Three hierarchies make "abstract → specific" navigable: the topic taxonomy (engrym topic), typed relations (refines/part_of/depends_on/…), and altitude (0–3). A document's id is its identity — links never reference file paths — so the on-disk layout (flat / topic / altitude) is purely for human review, and relocate rearranges files safely.

How it works

  • Hybrid search — BM25 (exact terms, identifiers) and vector cosine (meaning) fused with reciprocal rank fusion. --keyword / --semantic force one ranker; an unembedded index falls back to keyword.
  • Local embeddings — offline by default (fastembed, bge-small-en-v1.5). Your code never leaves the machine; only changed passages re-embed.
  • Warm daemon — the first semantic query spawns a tiny background daemon that keeps the model resident (~130ms → ~13ms), self-terminating when idle. Auto-managed; ENGRYM_NO_DAEMON=1 opts out.
  • Authoringnew/set/rm generate frontmatter (never hand-write it) and edit source files by id, so they work regardless of index freshness.

Agents

init installs two skills into your chosen agent (Claude Code, Codex, …): a bootstrap skill that builds the initial KB, and a working skill that retrieves before a task and captures durable findings after — pull-based and model-judged, never a hook on every prompt.

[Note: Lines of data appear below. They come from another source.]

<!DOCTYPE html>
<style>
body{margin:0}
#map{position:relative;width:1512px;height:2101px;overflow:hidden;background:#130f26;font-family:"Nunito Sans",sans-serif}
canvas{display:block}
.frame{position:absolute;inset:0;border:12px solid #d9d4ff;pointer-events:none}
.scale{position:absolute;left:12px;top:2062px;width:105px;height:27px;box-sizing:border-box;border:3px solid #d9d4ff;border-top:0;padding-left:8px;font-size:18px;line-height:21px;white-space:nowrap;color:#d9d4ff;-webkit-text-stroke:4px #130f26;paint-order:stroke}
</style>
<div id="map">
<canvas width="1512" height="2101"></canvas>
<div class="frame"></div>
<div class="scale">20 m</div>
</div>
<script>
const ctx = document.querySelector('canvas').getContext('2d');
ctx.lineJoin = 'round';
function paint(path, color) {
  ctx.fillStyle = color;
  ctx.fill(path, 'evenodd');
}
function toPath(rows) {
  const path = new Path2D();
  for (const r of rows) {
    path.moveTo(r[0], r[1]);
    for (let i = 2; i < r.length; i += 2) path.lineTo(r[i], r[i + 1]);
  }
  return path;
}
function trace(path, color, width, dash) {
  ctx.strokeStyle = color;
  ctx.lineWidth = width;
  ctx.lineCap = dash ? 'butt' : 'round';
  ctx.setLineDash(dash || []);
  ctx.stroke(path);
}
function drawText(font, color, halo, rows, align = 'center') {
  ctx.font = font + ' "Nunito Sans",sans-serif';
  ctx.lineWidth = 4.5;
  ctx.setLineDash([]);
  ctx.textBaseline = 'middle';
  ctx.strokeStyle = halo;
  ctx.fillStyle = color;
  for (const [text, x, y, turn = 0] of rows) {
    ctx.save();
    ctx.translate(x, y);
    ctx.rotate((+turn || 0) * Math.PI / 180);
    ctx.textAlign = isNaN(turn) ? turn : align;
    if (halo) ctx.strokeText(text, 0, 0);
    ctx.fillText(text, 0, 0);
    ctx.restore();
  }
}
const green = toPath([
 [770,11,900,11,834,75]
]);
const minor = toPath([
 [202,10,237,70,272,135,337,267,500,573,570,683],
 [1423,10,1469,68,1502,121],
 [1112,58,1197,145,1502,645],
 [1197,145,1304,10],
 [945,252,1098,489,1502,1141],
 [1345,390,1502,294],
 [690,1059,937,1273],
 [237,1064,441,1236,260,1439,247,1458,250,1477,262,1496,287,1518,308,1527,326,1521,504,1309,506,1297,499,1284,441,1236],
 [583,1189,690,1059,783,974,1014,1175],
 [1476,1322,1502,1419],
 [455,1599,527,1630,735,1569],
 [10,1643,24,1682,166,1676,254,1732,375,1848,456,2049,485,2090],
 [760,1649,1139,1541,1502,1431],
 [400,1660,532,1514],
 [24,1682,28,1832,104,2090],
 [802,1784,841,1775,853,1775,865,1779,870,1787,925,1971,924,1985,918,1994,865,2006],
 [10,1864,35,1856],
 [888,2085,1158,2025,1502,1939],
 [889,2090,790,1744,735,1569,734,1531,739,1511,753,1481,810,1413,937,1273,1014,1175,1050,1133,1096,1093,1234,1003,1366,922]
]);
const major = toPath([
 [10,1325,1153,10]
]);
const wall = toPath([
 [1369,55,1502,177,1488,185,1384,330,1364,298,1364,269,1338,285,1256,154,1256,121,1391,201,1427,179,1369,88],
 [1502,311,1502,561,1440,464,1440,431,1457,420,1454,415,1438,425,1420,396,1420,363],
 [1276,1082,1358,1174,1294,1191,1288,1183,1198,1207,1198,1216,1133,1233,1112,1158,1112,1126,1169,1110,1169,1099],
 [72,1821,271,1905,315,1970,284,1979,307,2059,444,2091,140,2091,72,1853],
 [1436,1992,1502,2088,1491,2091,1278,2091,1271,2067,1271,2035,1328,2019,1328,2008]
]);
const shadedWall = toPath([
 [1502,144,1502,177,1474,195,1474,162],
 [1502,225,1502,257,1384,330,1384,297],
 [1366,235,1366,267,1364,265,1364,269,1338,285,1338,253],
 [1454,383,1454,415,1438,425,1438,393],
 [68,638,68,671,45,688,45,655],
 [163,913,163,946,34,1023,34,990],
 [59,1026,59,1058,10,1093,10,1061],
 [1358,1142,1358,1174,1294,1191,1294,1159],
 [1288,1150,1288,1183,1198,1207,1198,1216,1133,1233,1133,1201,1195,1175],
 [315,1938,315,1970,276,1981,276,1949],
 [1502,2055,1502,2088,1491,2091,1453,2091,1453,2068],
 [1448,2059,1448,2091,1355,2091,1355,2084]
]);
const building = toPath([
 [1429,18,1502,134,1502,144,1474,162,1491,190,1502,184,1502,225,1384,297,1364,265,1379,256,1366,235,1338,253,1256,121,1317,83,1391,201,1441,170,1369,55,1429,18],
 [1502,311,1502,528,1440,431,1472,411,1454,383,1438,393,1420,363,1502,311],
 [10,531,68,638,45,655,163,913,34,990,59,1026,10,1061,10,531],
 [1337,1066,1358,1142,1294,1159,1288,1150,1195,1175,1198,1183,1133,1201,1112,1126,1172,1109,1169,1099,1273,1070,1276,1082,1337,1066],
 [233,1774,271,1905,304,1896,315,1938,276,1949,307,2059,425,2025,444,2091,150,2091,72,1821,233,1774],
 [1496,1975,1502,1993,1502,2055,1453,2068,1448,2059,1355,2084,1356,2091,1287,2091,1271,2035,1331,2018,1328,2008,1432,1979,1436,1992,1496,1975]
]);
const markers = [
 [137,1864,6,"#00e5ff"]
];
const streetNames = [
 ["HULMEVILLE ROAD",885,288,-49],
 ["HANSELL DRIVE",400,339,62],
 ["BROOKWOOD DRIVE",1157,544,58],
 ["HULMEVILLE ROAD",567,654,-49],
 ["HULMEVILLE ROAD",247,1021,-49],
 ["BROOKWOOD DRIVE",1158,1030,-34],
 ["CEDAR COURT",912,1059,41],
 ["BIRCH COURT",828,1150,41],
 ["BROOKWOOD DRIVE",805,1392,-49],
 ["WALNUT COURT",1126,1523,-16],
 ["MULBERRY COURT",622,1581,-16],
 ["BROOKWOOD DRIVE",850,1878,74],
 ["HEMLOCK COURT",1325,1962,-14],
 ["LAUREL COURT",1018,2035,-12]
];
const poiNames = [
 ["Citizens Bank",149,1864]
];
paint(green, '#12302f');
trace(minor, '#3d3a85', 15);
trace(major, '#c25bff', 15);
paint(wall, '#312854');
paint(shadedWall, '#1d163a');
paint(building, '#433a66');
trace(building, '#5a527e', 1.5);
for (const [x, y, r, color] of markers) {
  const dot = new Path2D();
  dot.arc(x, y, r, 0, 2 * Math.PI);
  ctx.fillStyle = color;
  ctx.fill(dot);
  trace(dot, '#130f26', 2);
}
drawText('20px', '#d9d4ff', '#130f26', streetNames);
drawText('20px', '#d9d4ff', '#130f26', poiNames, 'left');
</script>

Local mode (engrym init --local) keeps the entire KB outside the repo (~/.engrym/projects/<repo>-<hash>/, keyed by git root) so the repo is never touched. Because there's then no in-repo cue, init --local also records the repo in the agent's global memory (~/.claude/CLAUDE.md, ~/.codex/AGENTS.md); install/uninstall memory manage it on demand.

Configuration (engrym.toml)

[docs]
root   = "docs"                # where the Markdown KB lives
layout = "altitude"            # flat | topic | altitude

[embedding]
provider = "local"             # offline by default
model    = "bge-small-en-v1.5"

[search]
rrf_k = 60

[lint]
strict = false                 # CI passes --strict

[daemon]
enabled   = true
idle_secs = 300

Architecture

Markdown + frontmatter   →   SQLite index (.engrym/)   →   CLI / agent
(authored, git-tracked)      (derived, gitignored)         (query surface)

The index is never hand-edited and always rebuildable from the docs. Schema: spec/index-schema.sql. Deeper design notes live in the KB itself — try engrym search "…" or read docs/.